◆ PROBLEM TO SOLVE
Your task is to filter the data below down to the lines holding "Impasse".

Saved entries:

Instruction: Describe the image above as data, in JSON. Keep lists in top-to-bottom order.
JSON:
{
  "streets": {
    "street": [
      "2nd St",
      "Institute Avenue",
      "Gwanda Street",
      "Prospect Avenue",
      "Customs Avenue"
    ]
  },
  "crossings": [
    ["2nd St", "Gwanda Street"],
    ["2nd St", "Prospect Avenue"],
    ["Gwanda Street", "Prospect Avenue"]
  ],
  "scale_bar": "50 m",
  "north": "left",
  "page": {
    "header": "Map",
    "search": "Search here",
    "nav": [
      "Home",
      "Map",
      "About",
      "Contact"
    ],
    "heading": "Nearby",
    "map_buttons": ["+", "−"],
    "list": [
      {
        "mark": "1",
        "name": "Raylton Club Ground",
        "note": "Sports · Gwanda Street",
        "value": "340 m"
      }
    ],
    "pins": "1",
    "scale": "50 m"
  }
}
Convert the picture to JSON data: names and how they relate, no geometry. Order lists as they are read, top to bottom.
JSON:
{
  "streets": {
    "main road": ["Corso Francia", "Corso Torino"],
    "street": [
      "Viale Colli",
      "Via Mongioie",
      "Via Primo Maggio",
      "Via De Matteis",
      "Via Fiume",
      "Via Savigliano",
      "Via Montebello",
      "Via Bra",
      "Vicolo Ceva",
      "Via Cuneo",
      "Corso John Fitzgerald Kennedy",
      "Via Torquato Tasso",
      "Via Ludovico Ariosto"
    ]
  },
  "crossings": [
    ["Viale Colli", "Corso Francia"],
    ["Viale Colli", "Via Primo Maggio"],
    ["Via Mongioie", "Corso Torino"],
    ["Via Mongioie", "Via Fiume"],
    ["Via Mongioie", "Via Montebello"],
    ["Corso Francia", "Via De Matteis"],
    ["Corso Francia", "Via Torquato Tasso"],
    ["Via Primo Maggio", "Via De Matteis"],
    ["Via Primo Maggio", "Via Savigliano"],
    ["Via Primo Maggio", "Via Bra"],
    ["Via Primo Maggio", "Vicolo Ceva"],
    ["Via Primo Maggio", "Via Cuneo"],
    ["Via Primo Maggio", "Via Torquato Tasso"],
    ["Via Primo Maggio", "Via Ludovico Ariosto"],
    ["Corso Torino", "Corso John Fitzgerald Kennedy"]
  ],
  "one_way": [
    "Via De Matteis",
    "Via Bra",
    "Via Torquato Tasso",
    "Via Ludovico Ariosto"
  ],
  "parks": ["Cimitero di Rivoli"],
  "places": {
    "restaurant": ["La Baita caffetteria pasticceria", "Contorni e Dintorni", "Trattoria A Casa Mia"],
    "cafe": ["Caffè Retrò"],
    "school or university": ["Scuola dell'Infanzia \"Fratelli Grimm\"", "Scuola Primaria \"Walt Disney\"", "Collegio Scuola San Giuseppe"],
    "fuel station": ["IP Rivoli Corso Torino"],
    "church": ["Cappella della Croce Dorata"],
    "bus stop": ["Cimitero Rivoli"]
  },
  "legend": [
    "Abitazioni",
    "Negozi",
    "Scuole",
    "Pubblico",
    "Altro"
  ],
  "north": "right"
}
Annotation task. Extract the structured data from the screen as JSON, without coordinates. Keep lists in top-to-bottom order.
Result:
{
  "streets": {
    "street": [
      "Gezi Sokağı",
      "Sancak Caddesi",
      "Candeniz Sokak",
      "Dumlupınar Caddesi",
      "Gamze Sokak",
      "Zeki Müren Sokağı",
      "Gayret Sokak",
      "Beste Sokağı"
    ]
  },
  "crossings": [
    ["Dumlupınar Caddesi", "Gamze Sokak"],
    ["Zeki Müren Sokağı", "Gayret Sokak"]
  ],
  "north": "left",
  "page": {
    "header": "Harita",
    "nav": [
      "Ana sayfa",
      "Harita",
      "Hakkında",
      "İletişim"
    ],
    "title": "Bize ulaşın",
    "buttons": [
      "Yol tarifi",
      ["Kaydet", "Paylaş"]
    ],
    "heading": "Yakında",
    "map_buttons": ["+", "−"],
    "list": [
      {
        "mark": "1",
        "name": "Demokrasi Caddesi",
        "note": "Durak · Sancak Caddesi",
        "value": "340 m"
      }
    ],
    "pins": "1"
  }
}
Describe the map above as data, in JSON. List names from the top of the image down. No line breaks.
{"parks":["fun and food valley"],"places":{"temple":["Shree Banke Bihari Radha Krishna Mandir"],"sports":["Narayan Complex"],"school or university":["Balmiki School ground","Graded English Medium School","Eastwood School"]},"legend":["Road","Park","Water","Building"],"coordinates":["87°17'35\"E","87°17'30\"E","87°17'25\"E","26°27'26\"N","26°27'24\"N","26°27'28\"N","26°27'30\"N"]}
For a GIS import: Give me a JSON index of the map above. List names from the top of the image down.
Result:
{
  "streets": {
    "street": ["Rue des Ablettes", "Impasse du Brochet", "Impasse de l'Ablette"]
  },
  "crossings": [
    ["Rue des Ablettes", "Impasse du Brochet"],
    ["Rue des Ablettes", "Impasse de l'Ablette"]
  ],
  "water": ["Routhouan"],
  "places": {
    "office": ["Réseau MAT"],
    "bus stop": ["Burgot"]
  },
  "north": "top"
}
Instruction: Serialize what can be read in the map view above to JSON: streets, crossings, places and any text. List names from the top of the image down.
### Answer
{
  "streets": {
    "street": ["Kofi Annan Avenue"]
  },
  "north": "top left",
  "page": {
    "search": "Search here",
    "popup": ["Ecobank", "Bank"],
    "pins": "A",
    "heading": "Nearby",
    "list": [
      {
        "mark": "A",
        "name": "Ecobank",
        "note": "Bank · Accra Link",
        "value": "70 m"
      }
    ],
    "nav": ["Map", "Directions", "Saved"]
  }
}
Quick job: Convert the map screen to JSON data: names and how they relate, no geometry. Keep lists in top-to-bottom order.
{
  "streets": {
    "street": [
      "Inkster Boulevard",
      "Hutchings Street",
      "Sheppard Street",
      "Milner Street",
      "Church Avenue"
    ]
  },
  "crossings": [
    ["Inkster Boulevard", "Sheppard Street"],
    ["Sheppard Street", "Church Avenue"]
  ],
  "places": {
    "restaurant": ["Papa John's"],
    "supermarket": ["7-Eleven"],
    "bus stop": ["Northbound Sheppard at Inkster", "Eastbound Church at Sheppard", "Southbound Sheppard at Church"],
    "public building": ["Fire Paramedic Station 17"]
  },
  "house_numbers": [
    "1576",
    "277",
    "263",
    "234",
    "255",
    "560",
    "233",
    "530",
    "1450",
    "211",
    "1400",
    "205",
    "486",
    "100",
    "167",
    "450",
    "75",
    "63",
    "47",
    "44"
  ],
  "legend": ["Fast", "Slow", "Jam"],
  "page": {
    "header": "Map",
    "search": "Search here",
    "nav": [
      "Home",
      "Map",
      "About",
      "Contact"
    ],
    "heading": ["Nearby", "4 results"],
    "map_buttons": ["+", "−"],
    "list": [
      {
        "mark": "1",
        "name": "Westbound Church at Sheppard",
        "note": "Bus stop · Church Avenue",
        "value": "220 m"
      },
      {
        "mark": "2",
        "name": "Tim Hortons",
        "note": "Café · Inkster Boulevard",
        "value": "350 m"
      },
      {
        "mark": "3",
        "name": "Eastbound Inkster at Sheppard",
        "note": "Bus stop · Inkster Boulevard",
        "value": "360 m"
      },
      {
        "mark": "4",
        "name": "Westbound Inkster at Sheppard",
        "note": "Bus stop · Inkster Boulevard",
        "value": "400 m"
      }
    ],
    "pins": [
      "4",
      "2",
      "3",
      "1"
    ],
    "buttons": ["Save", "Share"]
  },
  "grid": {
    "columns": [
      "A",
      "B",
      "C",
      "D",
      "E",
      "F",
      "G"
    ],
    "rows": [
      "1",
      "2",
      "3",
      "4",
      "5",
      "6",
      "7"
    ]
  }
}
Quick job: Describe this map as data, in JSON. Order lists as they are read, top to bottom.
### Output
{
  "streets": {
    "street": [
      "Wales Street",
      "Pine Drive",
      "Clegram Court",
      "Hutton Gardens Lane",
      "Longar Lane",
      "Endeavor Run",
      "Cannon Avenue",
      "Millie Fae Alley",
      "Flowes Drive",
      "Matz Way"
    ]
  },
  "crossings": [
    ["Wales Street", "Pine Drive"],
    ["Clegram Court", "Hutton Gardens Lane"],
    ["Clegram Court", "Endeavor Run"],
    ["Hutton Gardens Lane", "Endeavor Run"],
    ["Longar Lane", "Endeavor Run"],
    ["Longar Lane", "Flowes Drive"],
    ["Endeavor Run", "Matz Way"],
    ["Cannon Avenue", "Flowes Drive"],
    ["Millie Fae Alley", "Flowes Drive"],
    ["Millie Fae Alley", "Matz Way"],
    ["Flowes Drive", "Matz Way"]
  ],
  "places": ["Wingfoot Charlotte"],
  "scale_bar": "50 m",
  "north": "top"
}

◆ SOLUTION TO THIS PROBLEM
    "street": ["Rue des Ablettes", "Impasse du Brochet", "Impasse de l'Ablette"]
    ["Rue des Ablettes", "Impasse du Brochet"],
    ["Rue des Ablettes", "Impasse de l'Ablette"]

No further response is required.